Anecdotes Counter To Own Analysis – “The strongest argument I have against this is the boomers I know personally, none of whom have been stupid with their money, none of whom got LOCs to support unsustainable lifestyles.”

Vulture Fun at vancouvercondo.info January 7th, 2011 at 5:11 pm
“[Boomers] getting old. We hear about them often on the news, but how big an effect will they really have on real estate? I tend to think demographics will be the biggest factor in the coming crash. I know this is nothing new, but can anyone dispute the common theory on how this all plays out:
1. The oldest boomers are just turning 65. Time to bail on the house (which is too big since the kids left) and buy a condo or rent.
2. 40% of them are sailing into retirement with nothing saved. The only source of funds other than meager government programs? The primary residence. Time to sell.
3. The first ones out are winners. The last ones out get killed. Once this group starts to sell it creates a vicious cycle that drives prices down for the next ten years. Of course, not all boomers will be forced to sell, but there’ll be enough that do to have a huge effect.

The strongest argument I have against this is the boomers I know personally, none of whom have been stupid with their money, none of whom got LOCs to support unsustainable lifestyles.”

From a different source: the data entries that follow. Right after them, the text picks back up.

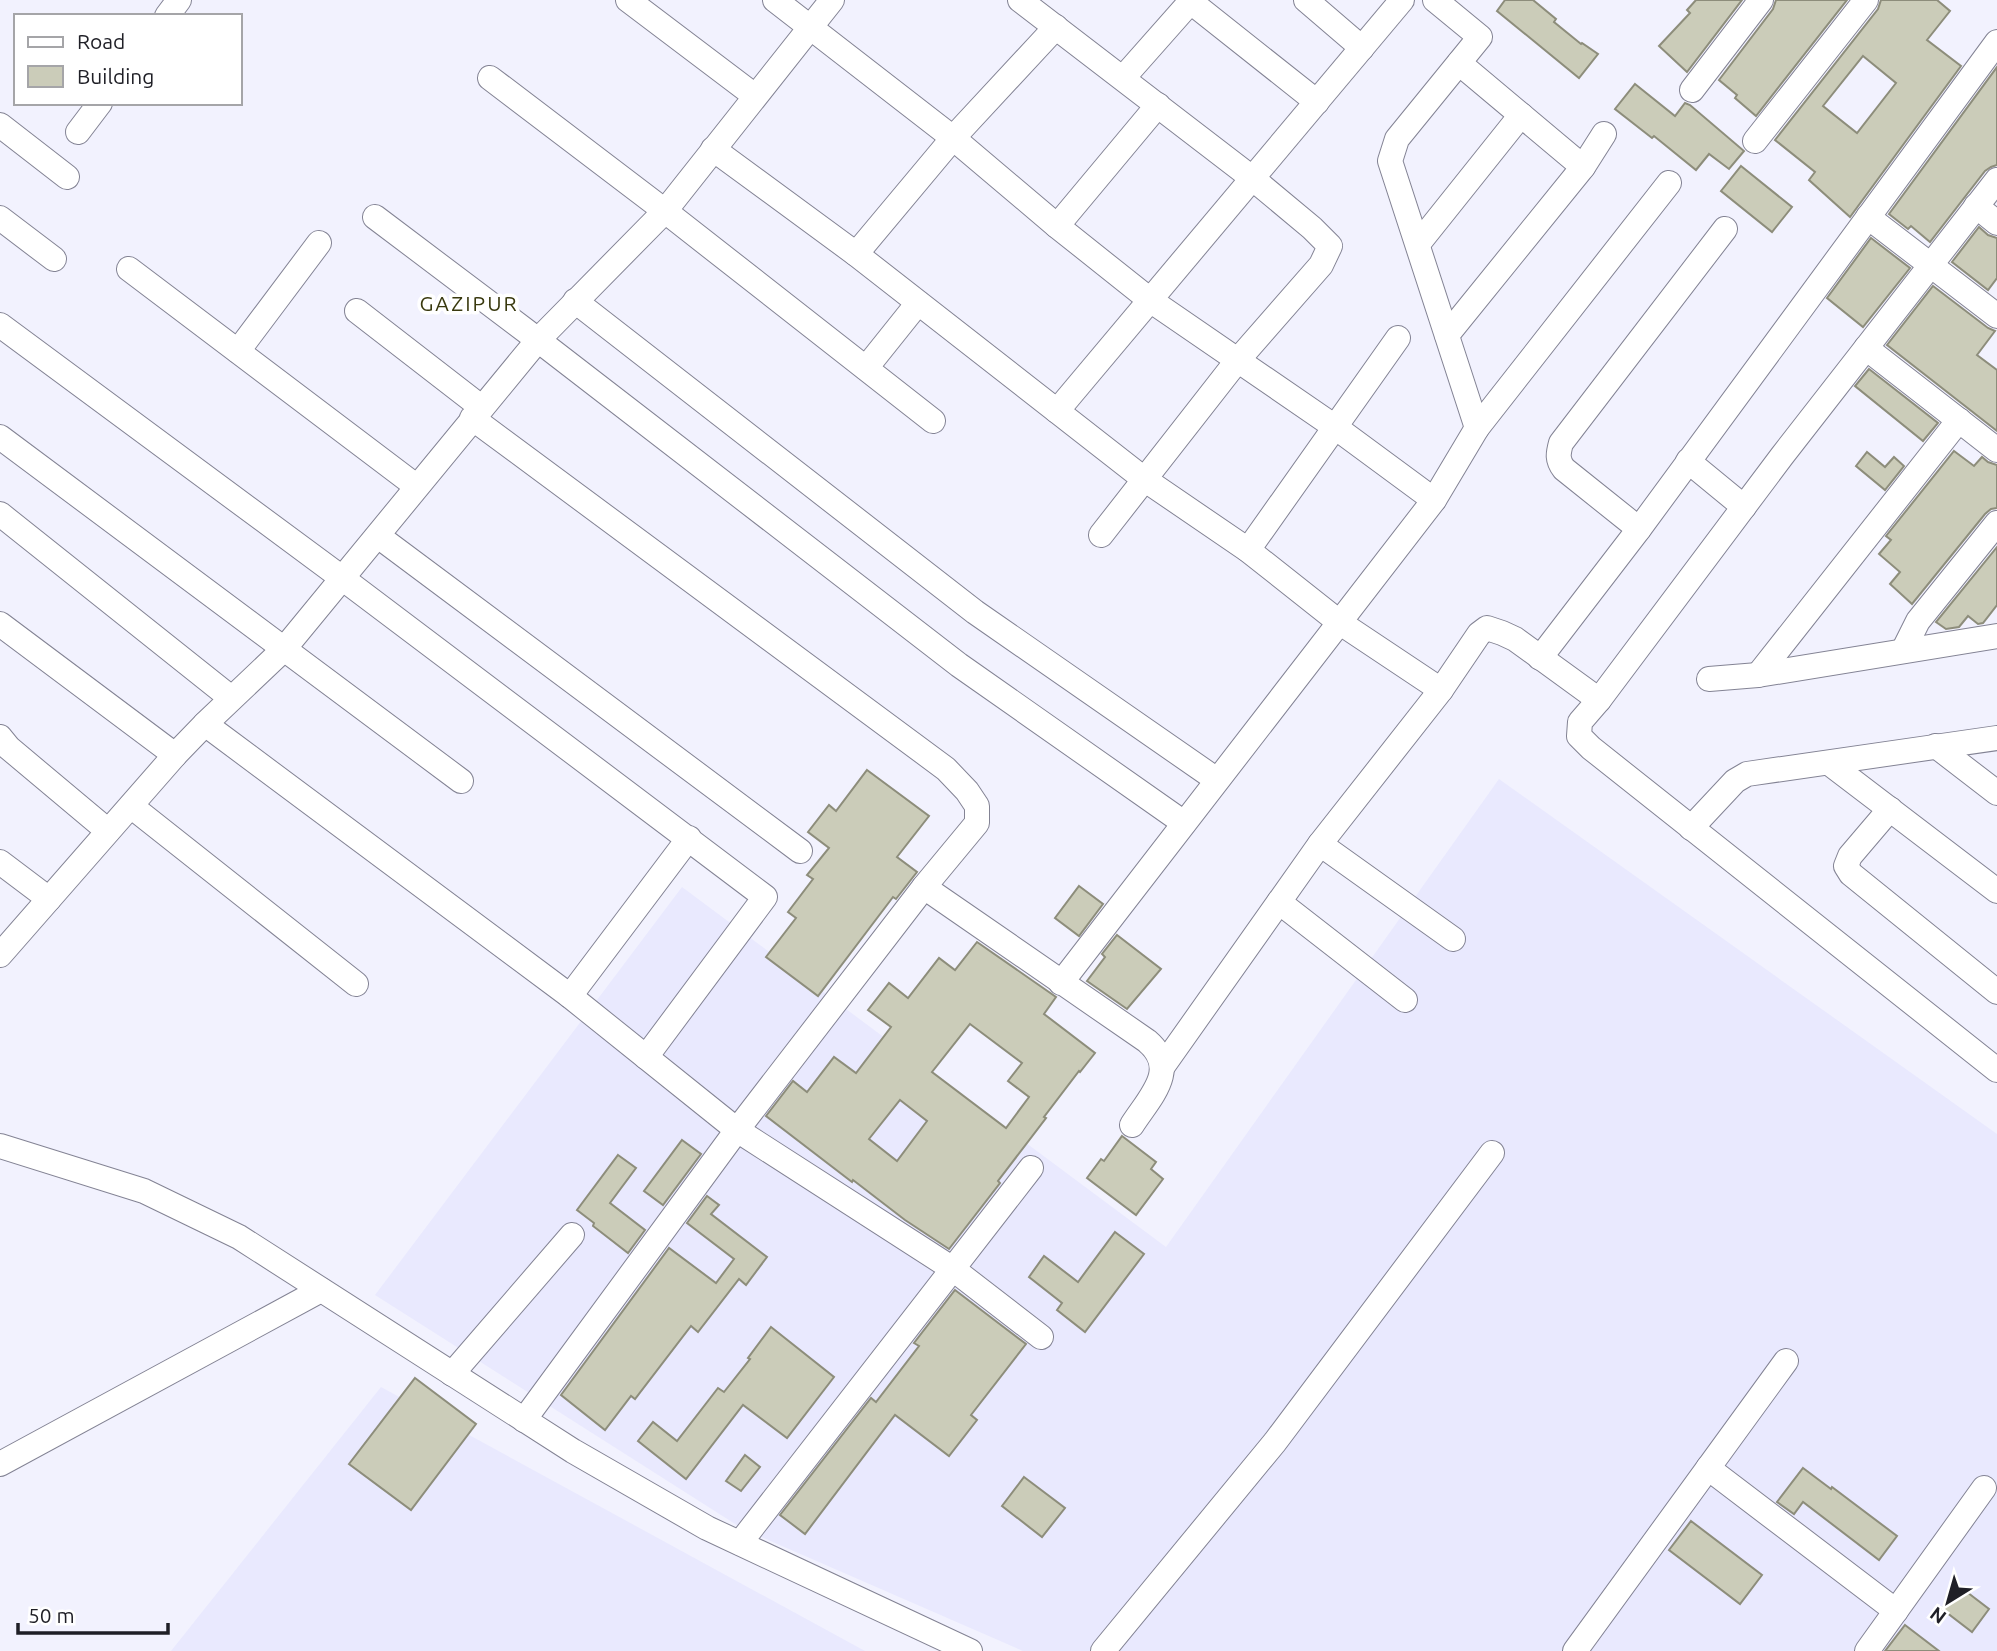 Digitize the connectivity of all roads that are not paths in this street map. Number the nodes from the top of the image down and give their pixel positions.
1 (628, 0) edge
2 (775, 0) edge
3 (832, 0) edge
4 (1306, 0) edge
5 (1402, 0) edge
6 (1761, 0) edge
7 (1866, 0) edge
8 (1192, 1) edge
9 (1028, 2) edge
10 (1447, 4) edge
11 (810, 26) junction
12 (1056, 27) junction
13 (1997, 42) edge
14 (1362, 48) junction
15 (1459, 63) junction
16 (490, 78) dead end
17 (1123, 78) junction
18 (1692, 90) dead end
19 (755, 96) junction
20 (1317, 102) junction
21 (98, 105) edge
22 (1158, 105) junction
23 (1521, 115) junction
24 (0, 125) edge
25 (78, 132) dead end
26 (1604, 134) dead end
27 (953, 138) junction
28 (1755, 141) dead end
29 (713, 149) junction
30 (1583, 167) junction
31 (68, 177) dead end
32 (1252, 178) junction
33 (1997, 180) edge
34 (1669, 183) dead end
35 (1976, 206) junction
36 (664, 211) junction
37 (374, 217) dead end
38 (1868, 217) junction
39 (0, 218) edge
40 (1997, 223) edge
41 (1057, 226) junction
42 (1725, 229) dead end
43 (318, 243) dead end
44 (1418, 244) junction
45 (856, 254) junction
46 (54, 259) dead end
47 (1931, 264) junction
48 (128, 269) dead end
49 (1150, 300) junction
50 (575, 301) junction
51 (918, 303) junction
52 (357, 311) dead end
53 (1997, 316) edge
54 (0, 326) edge
55 (1447, 335) junction
56 (1398, 338) dead end
57 (538, 340) junction
58 (1866, 348) junction
59 (238, 352) junction
60 (1237, 361) junction
61 (866, 368) junction
62 (1057, 411) junction
63 (477, 412) junction
64 (933, 421) dead end
65 (1959, 421) junction
66 (1335, 427) junction
67 (1477, 428) junction
68 (0, 436) edge
69 (1997, 450) edge
70 (1688, 461) junction
71 (1144, 479) junction
72 (416, 486) junction
73 (1434, 500) junction
74 (1744, 507) junction
75 (0, 514) edge
76 (1997, 523) edge
77 (1639, 529) junction
78 (1101, 536) dead end
79 (378, 537) junction
80 (1248, 550) junction
81 (342, 578) junction
82 (1339, 622) junction
83 (2, 630) edge
84 (1997, 636) edge
85 (284, 649) junction
86 (1903, 651) junction
87 (1540, 658) junction
88 (1758, 675) junction
89 (1709, 679) dead end
90 (1441, 690) junction
91 (231, 698) junction
92 (1599, 700) junction
93 (205, 724) junction
94 (0, 737) edge
95 (1997, 737) edge
96 (1936, 746) junction
97 (175, 755) junction
98 (1829, 763) junction
99 (1217, 780) junction
100 (461, 782) dead end
101 (1997, 793) edge
102 (131, 806) junction
103 (1890, 809) junction
104 (1184, 823) junction
105 (1691, 828) junction
106 (108, 831) junction
107 (689, 838) junction
108 (1320, 844) junction
109 (800, 851) dead end
110 (0, 862) edge
111 (924, 887) junction
112 (1997, 891) edge
113 (49, 899) junction
114 (1279, 902) junction
115 (1452, 939) dead end
116 (0, 955) edge
117 (1061, 983) junction
118 (356, 984) dead end
119 (1997, 992) edge
120 (570, 996) junction
121 (1405, 1000) dead end
122 (646, 1056) junction
123 (1163, 1066) junction
124 (1997, 1070) edge
125 (1132, 1125) dead end
126 (737, 1130) junction
127 (0, 1146) edge
128 (1492, 1153) dead end
129 (1031, 1168) dead end
130 (572, 1235) dead end
131 (953, 1269) junction
132 (321, 1290) junction
133 (1041, 1337) dead end
134 (1786, 1361) dead end
135 (452, 1374) junction
136 (524, 1420) junction
137 (0, 1464) edge
138 (1708, 1468) junction
139 (1984, 1488) dead end
140 (740, 1543) junction
141 (1896, 1611) junction
142 (969, 1651) edge
143 (1103, 1651) edge
144 (1575, 1651) edge
145 (1867, 1651) edge

1 - 19 street
2 - 11 street
3 - 11 street
4 - 14 street
5 - 14 street
6 - 18 street
7 - 28 street
8 - 17 street
8 - 20 street
9 - 12 street
10 - 15 street
11 - 19 street
11 - 27 street
12 - 17 street
12 - 27 street
13 - 38 street
14 - 20 street
15 - 23 street
15 - 44 street
16 - 36 street
17 - 22 street
19 - 29 street
20 - 32 street
21 - 25 street
22 - 32 street
22 - 41 street
23 - 30 street
23 - 44 street
24 - 31 street
26 - 30 street
27 - 41 street
27 - 45 street
29 - 36 street
29 - 45 street
30 - 55 street
32 - 49 street
32 - 60 street
33 - 35 street
34 - 67 street
35 - 40 street
35 - 47 street
36 - 50 street
36 - 61 street
37 - 57 street
38 - 47 street
38 - 70 street
39 - 46 street
41 - 49 street
42 - 77 street
43 - 59 street
44 - 55 street
45 - 51 street
47 - 53 street
47 - 58 street
48 - 59 street
49 - 60 street
49 - 62 street
50 - 57 street
50 - 99 street
51 - 61 street
51 - 62 street
52 - 63 street
54 - 81 street
55 - 67 street
56 - 66 street
57 - 63 street
57 - 104 street
58 - 65 street
58 - 74 street
59 - 72 street
60 - 66 street
60 - 71 street
61 - 64 street
62 - 71 street
63 - 72 street
63 - 111 street
65 - 69 street
65 - 88 street
66 - 73 street
66 - 80 street
67 - 73 street
68 - 85 street
70 - 74 street
70 - 77 street
71 - 78 street
71 - 80 street
72 - 79 street
73 - 82 street
74 - 92 street
75 - 91 street
76 - 86 street
77 - 87 street
79 - 81 street
79 - 109 street
80 - 82 street
81 - 85 street
81 - 107 street
82 - 90 street
82 - 99 street
83 - 97 street
84 - 86 street
85 - 91 street
85 - 100 street
86 - 88 street
87 - 90 street
87 - 92 street
88 - 89 street
90 - 108 street
91 - 93 street
92 - 105 street
93 - 97 street
93 - 120 street
94 - 106 street
95 - 96 street
96 - 98 street
96 - 101 street
97 - 102 street
98 - 103 street
98 - 105 street
99 - 104 street
102 - 106 street
102 - 118 street
103 - 112 street
103 - 119 street
104 - 117 street
105 - 124 street
106 - 113 street
107 - 120 street
107 - 122 street
108 - 114 street
108 - 115 street
110 - 113 street
111 - 117 street
111 - 126 street
113 - 116 street
114 - 121 street
114 - 123 street
117 - 123 street
120 - 122 street
122 - 126 street
123 - 125 street
126 - 131 street
126 - 136 street
127 - 132 street
128 - 143 street
129 - 131 street
130 - 135 street
131 - 133 street
131 - 140 street
132 - 135 street
132 - 137 street
134 - 138 street
135 - 136 street
136 - 140 street
138 - 141 street
138 - 144 street
139 - 141 street
140 - 142 street
141 - 145 street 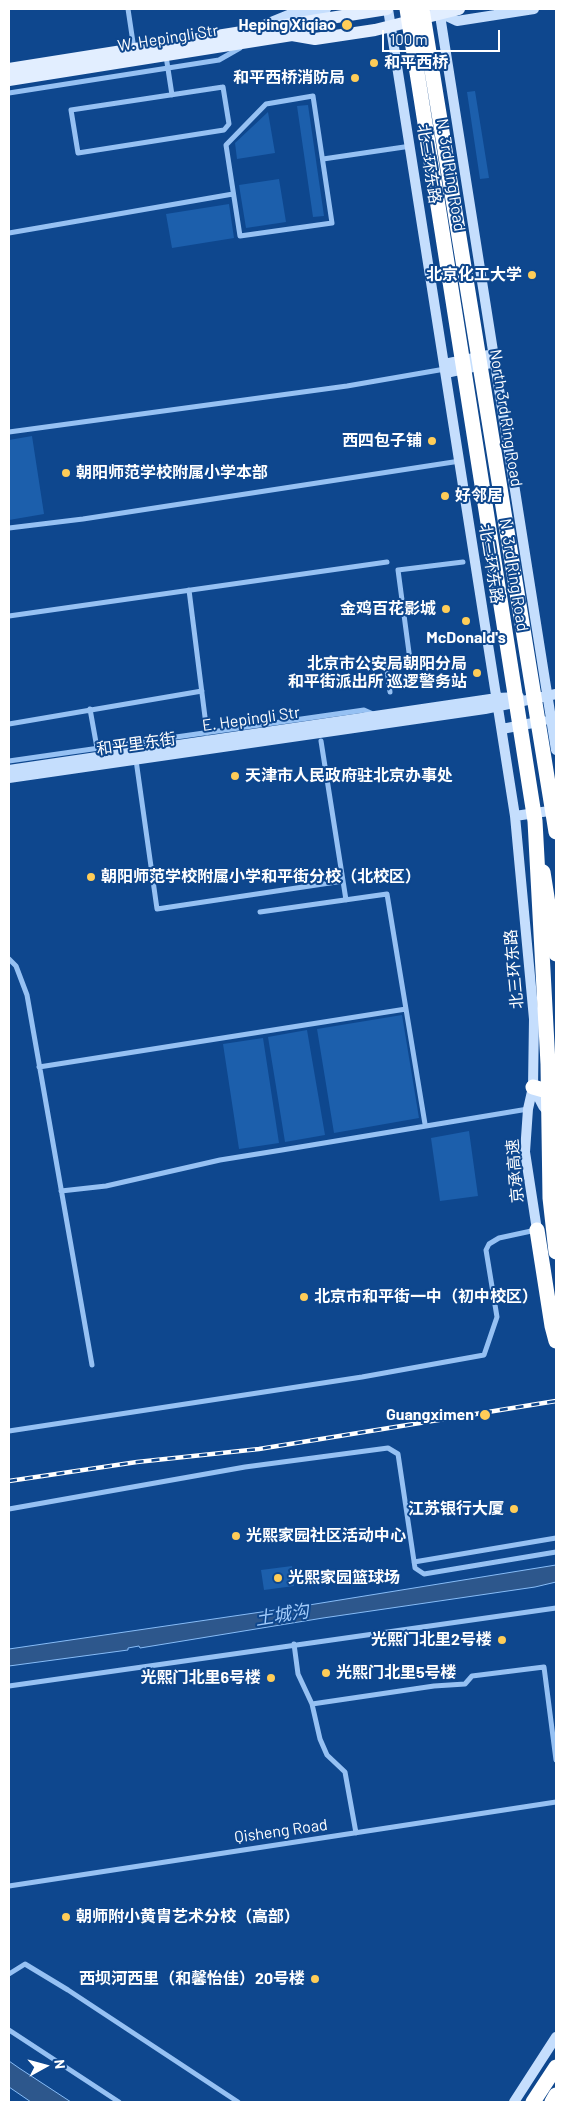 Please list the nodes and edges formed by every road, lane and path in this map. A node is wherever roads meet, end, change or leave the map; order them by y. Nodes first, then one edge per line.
1 (128, 9) edge
2 (326, 9) edge
3 (388, 9) edge
4 (407, 9) edge
5 (459, 9) edge
6 (534, 9) edge
7 (432, 11) edge
8 (391, 27) junction
9 (250, 36) junction
10 (434, 48) junction
11 (134, 49) junction
12 (395, 53) junction
13 (166, 54) junction
14 (9, 69) edge
15 (9, 80) edge
16 (9, 93) edge
17 (172, 95) junction
18 (460, 139) junction
19 (411, 146) junction
20 (322, 159) junction
21 (233, 194) junction
22 (9, 233) edge
23 (494, 358) junction
24 (445, 369) junction
25 (9, 432) edge
26 (460, 461) junction
27 (9, 528) edge
28 (387, 562) dead end
29 (463, 562) dead end
30 (189, 590) junction
31 (9, 616) edge
32 (202, 691) junction
33 (390, 692) dead end
34 (552, 695) edge
35 (498, 702) junction
36 (90, 709) junction
37 (378, 716) junction
38 (551, 720) junction
39 (9, 724) edge
40 (502, 729) junction
41 (207, 732) junction
42 (321, 741) dead end
43 (97, 748) junction
44 (556, 750) edge
45 (9, 760) edge
46 (136, 760) junction
47 (9, 770) edge
48 (9, 778) edge
49 (556, 810) edge
50 (515, 816) junction
51 (535, 821) junction
52 (556, 833) edge
53 (343, 881) junction
54 (346, 900) junction
55 (260, 912) dead end
56 (556, 954) edge
57 (9, 959) edge
58 (406, 1009) junction
59 (39, 1067) junction
60 (533, 1087) junction
61 (556, 1096) edge
62 (543, 1106) junction
63 (528, 1109) junction
64 (556, 1119) edge
65 (425, 1124) junction
66 (61, 1191) junction
67 (537, 1230) junction
68 (556, 1252) edge
69 (556, 1341) edge
70 (92, 1365) dead end
71 (9, 1431) edge
72 (9, 1509) edge
73 (556, 1538) edge
74 (556, 1552) edge
75 (414, 1562) junction
76 (556, 1608) edge
77 (294, 1644) junction
78 (9, 1686) edge
79 (312, 1704) junction
80 (556, 1760) edge
81 (556, 1802) edge
82 (356, 1833) junction
83 (9, 1886) edge
84 (9, 1974) edge
85 (9, 2030) edge
86 (556, 2037) edge
87 (556, 2066) edge
88 (556, 2096) edge
89 (119, 2102) edge
90 (238, 2102) edge
91 (514, 2102) edge
92 (533, 2102) edge
93 (552, 2102) edge

1 - 11 street
2 - 9 street
3 - 8 street, 北三环东路
3 - 9 main road, W. Hepingli Str
4 - 51 highway, N. 3rd Ring Road, bridge
5 - 7 main road, W. Hepingli Str
6 - 7 street
7 - 8 main road, W. Hepingli Str
7 - 10 street
7 - 18 street
7 - 52 highway, North 3rd Ring Road, bridge
8 - 9 main road, W. Hepingli Str
8 - 12 street, 北三环东路
9 - 11 main road, W. Hepingli Str
9 - 13 main road, W. Hepingli Str
9 - 16 street
10 - 12 street
10 - 18 street
11 - 14 main road, W. Hepingli Str
12 - 19 street, 北三环东路
13 - 15 main road, W. Hepingli Str
13 - 17 street
17 - 17 street
18 - 23 street
19 - 20 street
19 - 24 street, 北三环东路
20 - 21 street
20 - 21 street
21 - 22 street
23 - 24 street
23 - 34 street
24 - 25 street
24 - 26 street, 北三环东路
26 - 27 street
26 - 35 street, 北三环东路
28 - 30 street
29 - 33 street
30 - 31 street
30 - 32 street
32 - 36 street
32 - 41 street
34 - 35 street
34 - 38 street
35 - 37 street, E. Hepingli Str
35 - 40 street, 北三环东路
35 - 46 street, E. Hepingli Str
36 - 39 street
36 - 43 street
37 - 41 street
37 - 47 street, E. Hepingli Str
38 - 40 street
38 - 44 street
40 - 50 street, 北三环东路
41 - 43 street
42 - 53 street
43 - 45 street
46 - 48 street, 和平里东街
46 - 53 street
49 - 50 street
50 - 60 street, 北三环东路
51 - 56 highway
51 - 68 highway, bridge
53 - 54 street
54 - 55 street
54 - 58 street
57 - 59 street
58 - 59 street
58 - 65 street
59 - 66 street
60 - 61 highway
60 - 62 street, 北三环东路
60 - 63 street, 京承高速
62 - 63 street
62 - 64 street, 北三环东路
63 - 65 street
63 - 67 street, 京承高速
65 - 66 street
66 - 70 street
67 - 69 highway
67 - 71 street
72 - 75 street
73 - 75 street
74 - 75 street
76 - 77 street
77 - 78 street
77 - 79 street
79 - 80 street
79 - 82 street
81 - 82 street, Qisheng Road
82 - 83 street, Qisheng Road
84 - 90 street
85 - 89 street
86 - 91 street
87 - 92 highway
88 - 93 highway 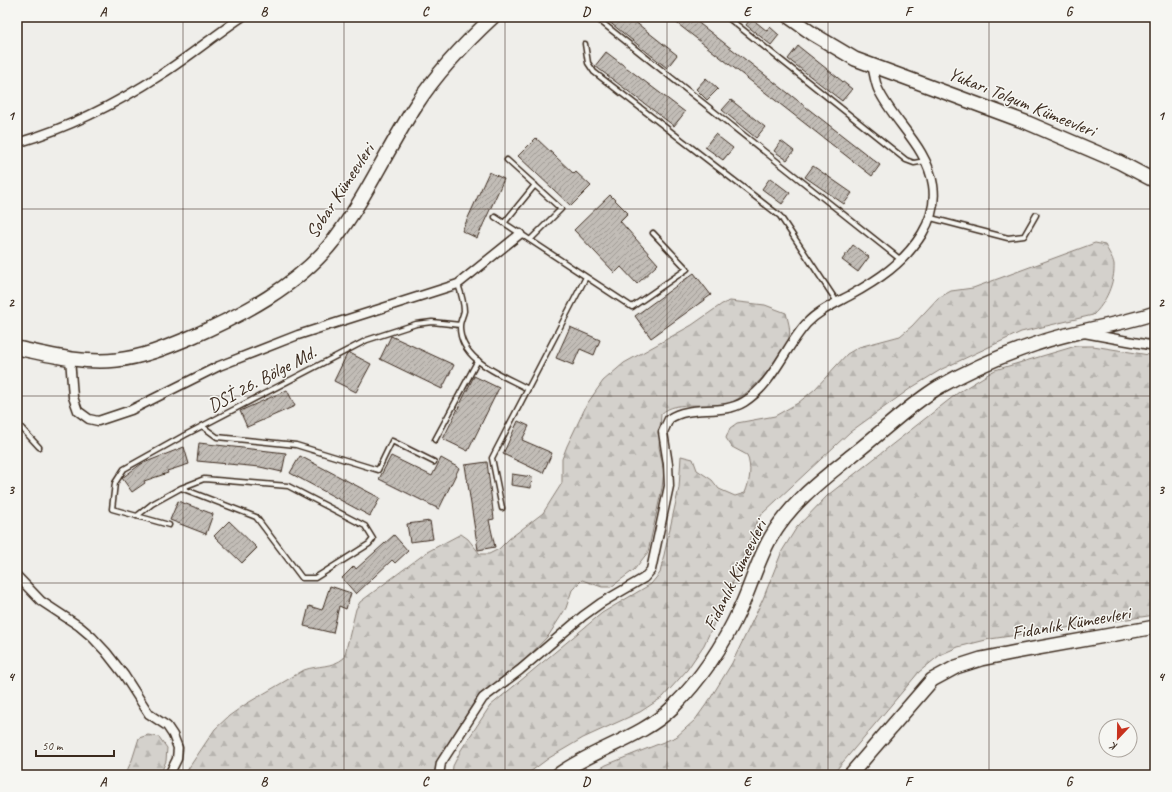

5 responses to “Anecdotes Counter To Own Analysis – “The strongest argument I have against this is the boomers I know personally, none of whom have been stupid with their money, none of whom got LOCs to support unsustainable lifestyles.”

  1. How do you know what they are borrowing? Heck, I know few details about even my own parents finances. I’m sure they’re doing well, but they don’t consider it proper to share details with everyone.

    You might be suprised at how many people are swimming naked.

  2. Even if they are “financially stable” they could still add to the market if the equity they have in the house is part of their retirement plan.

    Meaning: If they see people starting to sell they may decide to get “out of the market” ASAP as well adding to the downward pressure.

    Nobody who thinks they have a few hundred grand sitting in one asset will just see it lose value because they’re “off well enough”.

    The sell off will be as much practical (meaning: The seller needs the money) as psychological (meaning: The seller wants to materialize imaginary gains).

  3. Well, I have written on this topic before…but currently, my aunt and uncle have sold the family home that was too large once the kids left. They just retired and my uncle has a decent pension. The money from their home will be used as a downpayment for their children’s homes…because we all know that kids now a day could only buy in with help from their parents…ironic that our parents saw to that, eh?
    My parents will not be selling, but my adult siblings are still living with them so they have no reason to sell. From my experiences, most of the boomers that I know got large inheritances from their parents…I have a feeling this was a common place occurance. In 2000, while in a RBC branch I saw a pamphlet titled “how to invest your inheritance”…anyways…of all the people I know who have inherited large sums of money, most have spent it already on lots of new toys…some bought houses…the point is that I have a sneaking suspicion that most of our economy in the lower mainland has been driven by three factors only for the last twenty years…1)illegal gains, 2)funds from offshore, 3)inheritances…once #3 has been spent it will wipe out 1/3 of our economy…

    Any thoughts?

    • “the point is that I have a sneaking suspicion that most of our economy in the lower mainland has been driven by three factors”

      Driven by debt, methinks. Met someone who has combined income about $180K, just bought $1.1MM house with 25% down. This is absolute irrefutable proof that not everyone buying million dollar properties is Asian with limitless offshore income and savings.